Anyone Can Contribute to SNT
No matter your skills, academic background, or technical expertise, you can always contribute to SNT! You can report bugs, request features, test new versions, proofread the documentation, answer questions from fellow users, provide tips & tricks, add your own code, or guide future development with your feedback. You are needed to make SNT more capable and easier to use! Here are some things that you can do:
Cite SNT
This is key. Citations remain the most informative metric of the impact of SNT on scientific research. See how to properly cite SNT.
Join the Forum
This is simple but impactful. Join forum.image.sc, follow the #snt tag and help out by answering questions others may have. When you do so, you are not only paying forward any help you received; you are also allowing developers to focus their time on SNT development.
Report Bugs
Did something fail? Please report it, either on the forum or on GitHub. Don’t forget to include a minimal, complete, verifiable example.
Contribute Documentation
Did you notice a typo? Is something unclear or outdated? Are examples missing? Please make a suggestion! Either by following the Edit this page option on the top of the page, reaching out on the forum, or opening an issue on GitHub. Please don’t be shy. All changes are trackable and undoable.
Reach Out
Get in touch with the community and let us know how SNT has been useful for your research! You can find the forum handlers of the SNT team on the Vital statistics insert on this page.
Submit a Script
If you have useful code, it would be great if you could post it on the forum or make a pull request. You could add an example to the documentation or a script to be bundled with the next release. Your code could also be added to the gallery to inspire others.
Improve Core Functionality
Do you have programming experience and a solution for an existing problem? Great!

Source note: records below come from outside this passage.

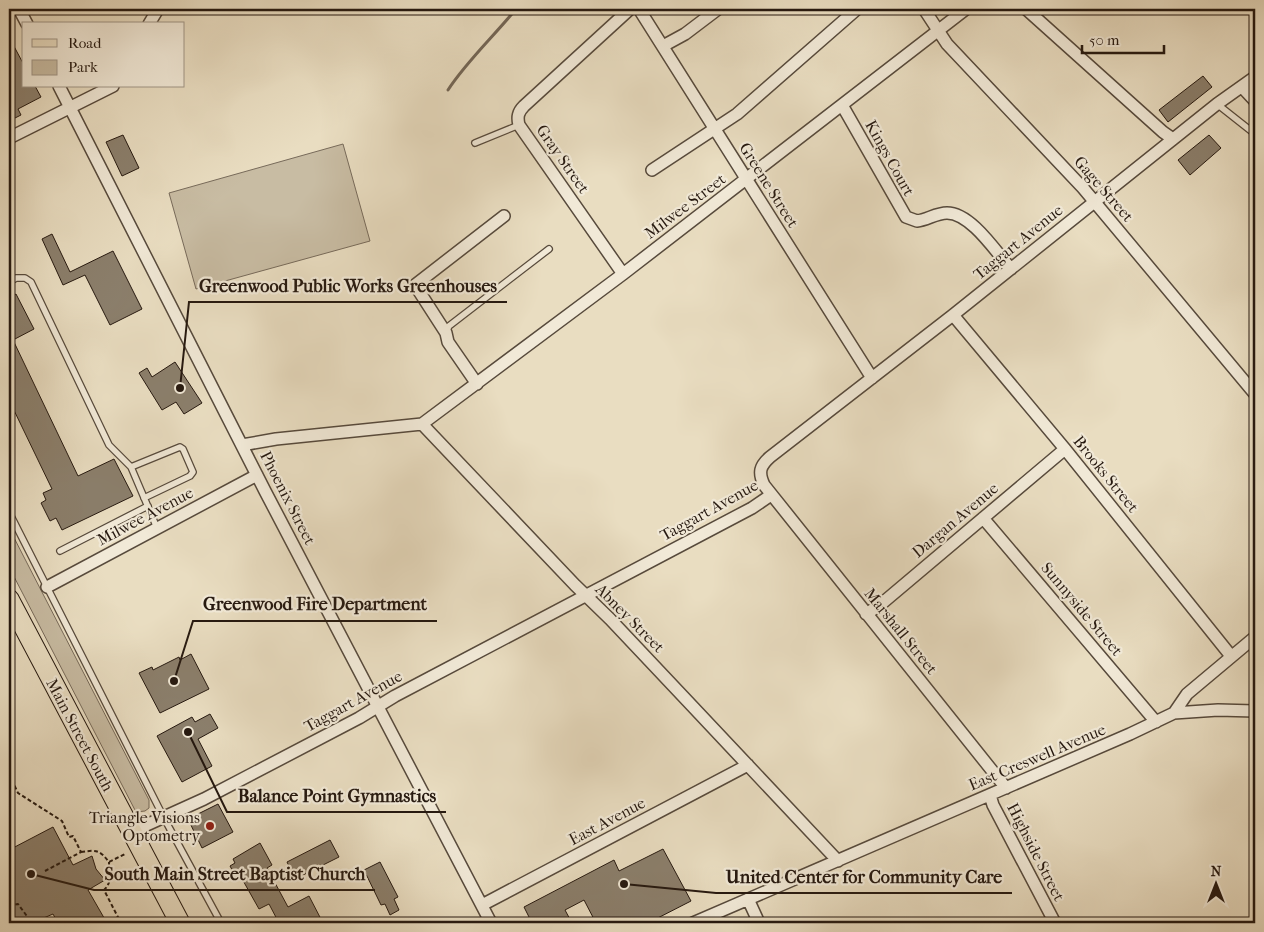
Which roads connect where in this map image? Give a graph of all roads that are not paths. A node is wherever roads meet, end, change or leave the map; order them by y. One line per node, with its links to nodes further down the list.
1 (19, 9): 10 (street)
2 (158, 9): 11 (street)
3 (630, 9): 22 (street, Gray Street)
4 (639, 9): 13 (street, Greene Street)
5 (718, 9): 13 (street)
6 (857, 9): 23 (street)
7 (924, 9): 12 (street, Gage Street)
8 (966, 9): 12 (street, Milwee Street)
9 (1026, 9): 26 (street)
10 (26, 22)
11 (150, 22)
12 (938, 31): 20 (street, Milwee Street); 30 (street, Gage Street)
13 (663, 46): 23 (street, Greene Street)
14 (1255, 77): 15 (street, Taggart Avenue)
15 (1242, 87): 18 (street); 19 (street, Taggart Avenue)
16 (60, 88): 21 (street, Phoenix Street)
17 (109, 88): 21 (street)
18 (1255, 101)
19 (1217, 104): 24 (lane); 26 (street, Taggart Avenue)
20 (842, 105): 29 (street, Milwee Street); 33 (street, Kings Court)
21 (70, 108): 25 (street); 42 (street, Phoenix Street)
22 (519, 125): 27 (lane); 34 (street, Gray Street)
23 (714, 128): 28 (street); 29 (street, Greene Street)
24 (1255, 134)
25 (9, 138)
26 (1173, 140): 30 (street, Taggart Avenue)
27 (475, 143)
28 (652, 170)
29 (747, 179): 34 (street, Milwee Street); 38 (street, Greene Street)
30 (1095, 201): 33 (street, Taggart Avenue); 40 (street, Gage Street)
31 (504, 216): 37 (street)
32 (549, 249): 37 (lane)
33 (1011, 269): 36 (street, Taggart Avenue)
34 (623, 274): 39 (street, Milwee Street)
35 (9, 282): 44 (lane)
36 (953, 315): 38 (street, Taggart Avenue); 43 (street, Brooks Street)
37 (446, 333): 39 (street)
38 (872, 378): 46 (street, Taggart Avenue)
39 (477, 384): 41 (street, Milwee Street)
40 (1255, 394)
41 (422, 424): 42 (street); 54 (street, Abney Street)
42 (242, 444): 45 (street, Phoenix Street)
43 (1065, 449): 50 (street, Dargan Avenue); 58 (street, Brooks Street)
44 (131, 467): 47 (lane); 47 (lane)
45 (258, 475): 51 (street, Milwee Avenue); 59 (street, Phoenix Street)
46 (772, 495): 54 (street, Taggart Avenue); 56 (street, Marshall Street)
47 (144, 498): 48 (lane)
48 (148, 506): 51 (lane); 52 (lane)
49 (9, 512): 53 (lane)
50 (983, 518): 56 (street, Dargan Avenue); 62 (street, Sunnyside Street)
51 (157, 528): 53 (street, Milwee Avenue)
52 (60, 551)
53 (47, 586): 66 (lane)
54 (586, 596): 59 (street, Taggart Avenue); 63 (street, Abney Street)
55 (9, 599): 67 (main road, Main Street South)
56 (866, 614): 64 (street, Marshall Street)
57 (1255, 637): 58 (street)
58 (1231, 656): 61 (street)
59 (378, 707): 66 (street, Taggart Avenue); 70 (street, Phoenix Street)
60 (1255, 711): 61 (street, East Creswell Avenue)
61 (1174, 713): 62 (street, East Creswell Avenue)
62 (1156, 722): 64 (street, East Creswell Avenue)
63 (748, 765): 68 (street, Abney Street); 70 (street, East Avenue)
64 (1006, 788): 65 (street, East Creswell Avenue)
65 (990, 795): 68 (street, East Creswell Avenue); 76 (street, Highside Street)
66 (164, 818): 67 (street, Taggart Avenue); 72 (lane)
67 (131, 832): 71 (main road, Main Street South)
68 (838, 861): 69 (street, East Creswell Avenue)
69 (748, 900): 74 (street, East Creswell Avenue); 75 (street)
70 (482, 905): 73 (street, Phoenix Street)
71 (180, 923)
72 (221, 923)
73 (491, 923)
74 (693, 923)
75 (758, 923)
76 (1055, 923)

Please file an issue proposing your contribution before submitting a formal pull request to ensure it is not being tackled by someone else.

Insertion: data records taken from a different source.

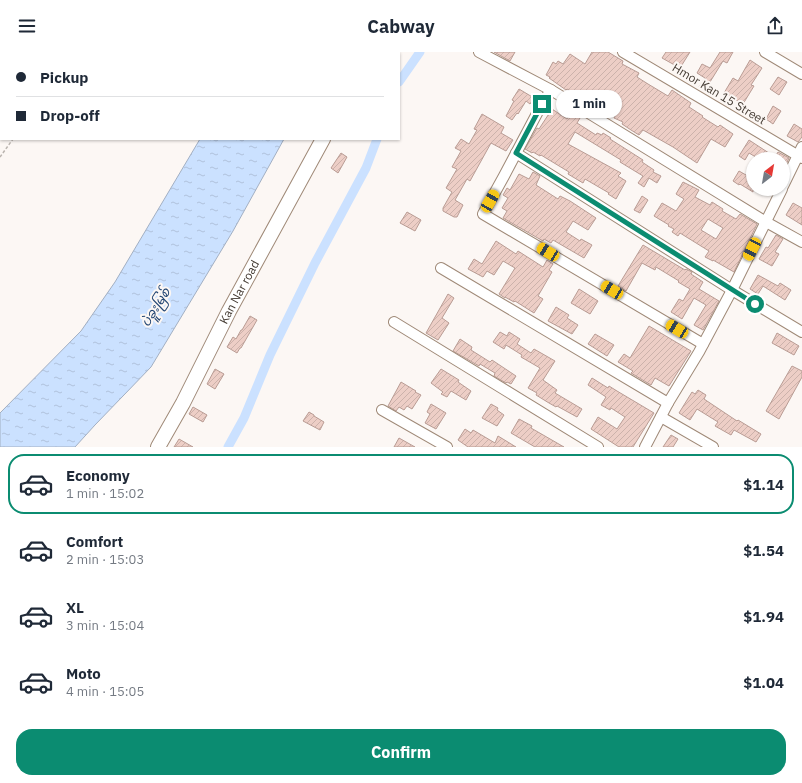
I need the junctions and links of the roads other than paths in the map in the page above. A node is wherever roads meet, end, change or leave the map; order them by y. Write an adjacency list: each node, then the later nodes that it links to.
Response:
1 (478, 52): 5 (street)
2 (623, 52): 8 (street, Hmor Kan 15 Street)
3 (765, 52): 4 (street)
4 (802, 74)
5 (551, 90): 7 (street); 11 (street)
6 (322, 140): 21 (street, Kan Nar road)
7 (516, 153): 14 (street); 17 (street)
8 (800, 154): 9 (street)
9 (790, 173)
10 (779, 196): 11 (street)
11 (766, 222): 12 (street); 14 (street)
12 (802, 242)
13 (441, 268): 18 (street)
14 (732, 290): 16 (street); 17 (street)
15 (394, 322): 23 (street)
16 (802, 332)
17 (703, 344): 18 (street)
18 (668, 403): 20 (street)
19 (382, 410): 22 (street)
20 (661, 417): 24 (street); 25 (street)
21 (158, 447)
22 (447, 447)
23 (598, 447)
24 (645, 447)
25 (713, 447)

Would you like to help, but Java is not your thing? That is fine. You should know that Java is not the favorite programming language of SNT developers either. You prefer Python? Julia? R? Great! There is a broad interest in linking SNT functionality to other programming languages (e.g., have a look at SNT’s notebook collection). Development of SNT follows the same open process followed by Fiji. Do reach out with your ideas!